Nilüfer Belediyesi’nin bu konudaki deneyimini tüm Kent Konseylerine aktarmaya hazır olduğunu açıkladığı toplantıda, Laik bilimsel nitelikli ve eşit eğitim isteyen veliler ve duyarlı vatandaşlar tarafından kurulan Veli-Der’in de belirttiği gibi özellikle, “Eğitimde 4+4+4 sistemi ile eğitim sorunlarının tüm ülkede giderek arttığı, parasız eğitim hakkının neredeyse sadece İmam Hatip Orta okulları ve liselerinde sağlanıyor olması nedeniyle, bu okullara yönelimin artması, çocukların küçük yaşta din istismarı ile karşı karşıya gelmelerinin önünü açtığına işaret edildi.

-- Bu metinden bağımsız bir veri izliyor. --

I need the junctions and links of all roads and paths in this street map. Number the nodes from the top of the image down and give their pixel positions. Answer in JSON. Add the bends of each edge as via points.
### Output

‘HER İL VE İLÇEDE EĞİTİM ÇALIŞMA GRUPLARI KURULMALI’
Kent Konseyleri olarak her il ve ilçede Eğitim Çalışma Gruplarının kurulması, hatta Eğitim Meclisleri ile veliler, öğretmen ve öğrencilerin birlikte eğitim sorunları ile ilgili çalışmalar yapmasının önemine dikkat çekildi. Kent Konseylerinin eğitim konusunun ciddiyetini yerel yöneticilere aktararak semt merkezleri, kreş, bilim merkezleri, spor okulları, kültür ve sanat merkezleri açarak çocuklarımızın geleceklerini aydınlatmaya, güvence altına almaya çalışmalarının önemi vurgulandı.
“KARTALDA ÇÖKEN BİNADA GERÇEK KATİL İMAR BARIŞI VE YANLIŞ İMAR UYGULAMALARI”

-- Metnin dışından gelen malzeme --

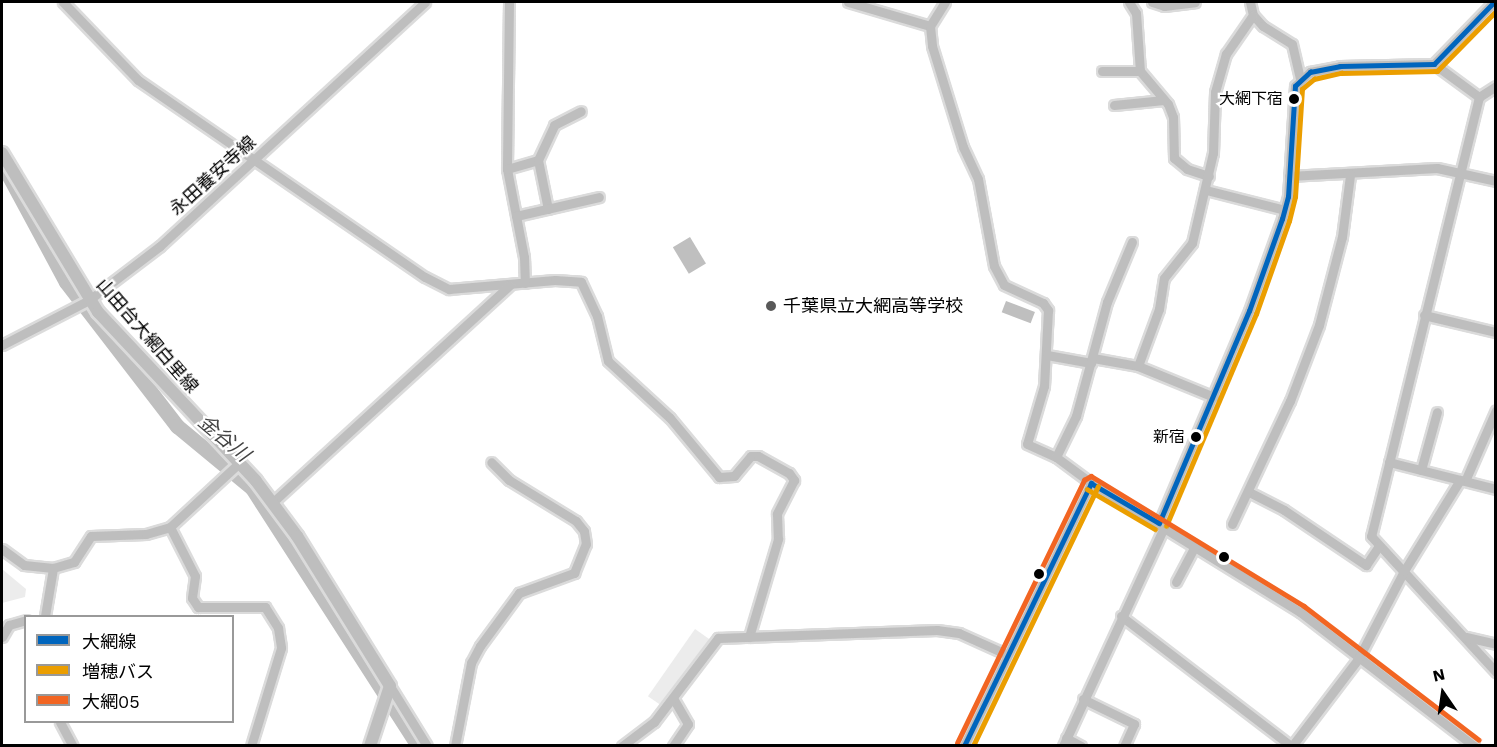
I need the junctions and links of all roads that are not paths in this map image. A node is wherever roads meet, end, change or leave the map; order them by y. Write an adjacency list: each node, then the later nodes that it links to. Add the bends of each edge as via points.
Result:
1 (63, 2): 24 (street, via 138,80)
2 (424, 2): 24 (street, 永田養安寺線)
3 (509, 2): 25 (street)
4 (848, 2): 12 (street)
5 (945, 2): 12 (street)
6 (1130, 2): 15 (street, via 1136,14)
7 (1152, 2): 8 (street, via 1164,6)
8 (1194, 2)
9 (1250, 2): 11 (street)
10 (1494, 2): 13 (street)
11 (1253, 15): 16 (street, via 1263,27 1292,44); 28 (street, via 1226,54 1215,92)
12 (930, 26): 43 (street, via 932,46 963,147 978,179 998,276 1004,285 1043,303 1048,310)
13 (1434, 64): 16 (street, via 1352,64 1310,72); 18 (street)
14 (1102, 71): 15 (street)
15 (1140, 71): 19 (street)
16 (1300, 78): 29 (street, via 1295,86)
17 (1496, 86): 18 (street)
18 (1479, 97): 26 (street)
19 (1164, 100): 20 (street); 28 (street, via 1173,117 1174,158 1187,169)
20 (1113, 105)
21 (580, 111): 23 (street, via 554,125)
22 (2, 153): 39 (main road, 山田台大網白里線)
23 (538, 160): 25 (street); 33 (street)
24 (254, 162): 38 (street, via 449,289); 39 (street, 永田養安寺線, via 160,246)
25 (507, 169): 35 (street)
26 (1458, 171): 27 (street, via 1405,168); 30 (street); 40 (street)
27 (1350, 175): 29 (street); 57 (street, via 1342,237 1319,325)
28 (1209, 176): 31 (street)
29 (1289, 176): 34 (street)
30 (1496, 181)
31 (1206, 190): 34 (street); 45 (street, via 1192,243 1164,278 1159,309)
32 (599, 197): 33 (street)
33 (548, 209): 35 (street)
34 (1284, 210): 46 (street)
35 (516, 216): 37 (street)
36 (1131, 242): 44 (street, via 1107,302)
37 (525, 283): 38 (street); 72 (street, via 581,282 597,316 608,361 670,418 719,477 734,476 751,456 758,456 789,473 794,480 777,514 778,539)
38 (510, 285): 58 (street)
39 (89, 300): 42 (street, 永田養安寺線); 52 (main road, 山田台大網白里線)
40 (1424, 315): 41 (street); 51 (street)
41 (1496, 333)
42 (2, 345)
43 (1047, 355): 44 (street); 49 (street, via 1044,386 1027,444)
44 (1092, 360): 45 (street); 49 (street, via 1076,416)
45 (1138, 366): 46 (street)
46 (1214, 397): 60 (street)
47 (1496, 410): 54 (street)
48 (1437, 412): 53 (street)
49 (1056, 457): 55 (street)
50 (491, 462): 87 (street, via 509,480 576,521 584,531 585,544 574,573 519,593 480,646 471,663)
51 (1389, 462): 53 (street); 63 (street, via 1371,536)
52 (239, 463): 58 (main road, 山田台大網白里線); 61 (street)
53 (1421, 470): 54 (street)
54 (1463, 480): 56 (street); 66 (street)
55 (1091, 483): 60 (street); 75 (street)
56 (1496, 489)
57 (1249, 492): 59 (street); 63 (street, via 1284,510 1366,565)
58 (273, 502): 78 (main road, 山田台大網白里線)
59 (1232, 524)
60 (1161, 525): 62 (street); 69 (street)
61 (170, 527): 65 (street, via 146,534 91,536 74,562); 84 (street, via 195,576 192,598 198,607 265,608 278,628 281,648)
62 (1195, 546): 67 (street); 76 (street, via 1300,612)
63 (1379, 546): 66 (street)
64 (2, 549): 65 (street, via 24,565)
65 (53, 568): 68 (street)
66 (1404, 571): 73 (street); 76 (street)
67 (1176, 582)
68 (45, 615)
69 (1121, 616): 80 (street); 93 (street)
70 (24, 621): 71 (street, via 9,625)
71 (2, 637)
72 (749, 637): 75 (street, via 937,630 959,633); 79 (street, via 718,638)
73 (1465, 637): 74 (street); 77 (street)
74 (1496, 644)
75 (1006, 654): 90 (street)
76 (1358, 659): 93 (street); 94 (street)
77 (1496, 672)
78 (390, 686): 85 (main road); 86 (street)
79 (673, 698): 88 (street, via 654,722); 89 (street, via 688,724)
80 (1083, 699): 82 (street); 92 (street, via 1134,724)
81 (61, 723): 83 (street)
82 (1064, 742): 91 (street)
83 (73, 746)
84 (251, 746)
85 (370, 746)
86 (427, 746)
87 (455, 746)
88 (622, 746)
89 (674, 746)
90 (964, 746)
91 (1081, 746)
92 (1124, 746)
93 (1291, 746)
94 (1474, 746)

Ülkemizde bugüne kadar uygulanan yanlış politikalar neticesinde doğa ve kültürel alanlarımızın talan edildiğine ilişkin Türkiye Kent Konseyleri Platformu Ege ve Güney Marmara Çevre Komisyonu Yürütme Kurulu’nun gerçekleştirdiği sunumda “Hava, su ve toprağın, metalaştırıldığı, ticarileştirildiği vurgulandı. Kent ve kırsalda yaşamın değerinin göz ardı edildiği, buna karşı durulması gerektiği, talanla mücadele edilmesinin önemi belirtildi. Türkiye’nin çevre konusunda dünya ortalamasının çok gerilerinde kaldığı Çevre Çalışma Gruplarının ya da Çevre Meclislerinin tüm Kent Konseylerinde kurulması gerekliliğine işaret edildi. Sürdürülebilir yaşam kavramı, ekolojinin, ekonomiye feda edilmediği kalkınma modellerinin benimsenmesi kararlaştırıldı. Sermayenin saldırılarına karşı yaşam alanlarında mücadele içinde olanlarla dayanışma içinde olunduğu bildirildi. Kartalda çöken binada ölen vatandaşlarımızın gerçek katilinin “İmar Barışı ve yanlış imar politikaları” olduğu vurgulanarak, “İki katı sonradan kaçak yapılmış, hiçbir teknik eleman olmaksızın yasallaştırılan bu binaların risk oluşturduğu, bilimi teknolojiyi dışlayan bu yasanın derhal iptal edilmesi ve bu yasa kapsamında aklanmaya hak kazanan tüm binaların teknik elemanların denetiminden geçirilmesi zorunludur .” denildi. Önyargıların kırılması, ötekileştirmelerin sona erdirilmesi, barışın kurgulanmasının ülkedeki huzur için kaçınılmaz olduğunun vurgulanmasına karar verildi.